Required action: Each line of the records needs to be written out exactly, with any image left out.

Available records:
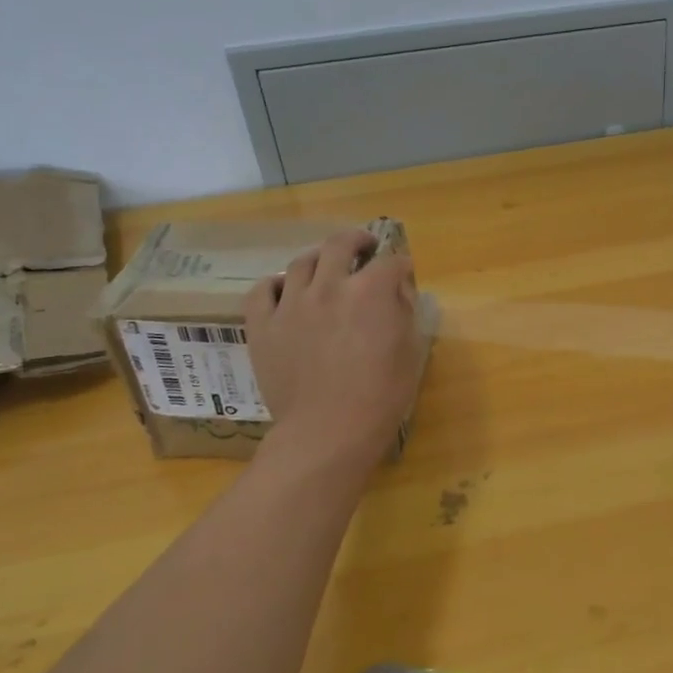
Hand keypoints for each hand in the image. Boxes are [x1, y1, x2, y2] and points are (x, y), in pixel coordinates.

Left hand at [245, 230, 422, 470]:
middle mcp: (329, 285)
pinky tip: (285, 291)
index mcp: (371, 291)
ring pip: (302, 262)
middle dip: (358, 241)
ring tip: (325, 268)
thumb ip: (404, 312)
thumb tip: (397, 291)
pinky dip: (276, 285)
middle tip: (364, 248)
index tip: (403, 274)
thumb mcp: (410, 351)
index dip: (401, 266)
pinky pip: (262, 290)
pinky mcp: (263, 325)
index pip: (391, 262)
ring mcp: (291, 303)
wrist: (328, 432)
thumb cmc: (380, 397)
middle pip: (341, 243)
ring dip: (319, 259)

Your response:
Hand keypoints for each hand in the image. Boxes are [x1, y1, x2, y2] and points are (x, y), in pixel coordinates.

Left hand at [245, 230, 422, 470]:
middle mcp: (329, 285)
pinky tip: (285, 291)
index mcp: (371, 291)
ring pip: (302, 262)
middle dip: (358, 241)
ring tip: (325, 268)
thumb ip: (404, 312)
thumb tip: (397, 291)
pinky dip: (276, 285)
middle tip: (364, 248)
index tip: (403, 274)
thumb mcp: (410, 351)
index dip: (401, 266)
pinky pip: (262, 290)
pinky mcp: (263, 325)
index pip: (391, 262)
ring mcp: (291, 303)
wrist: (328, 432)
thumb cmc: (380, 397)
middle pip: (341, 243)
ring dip: (319, 259)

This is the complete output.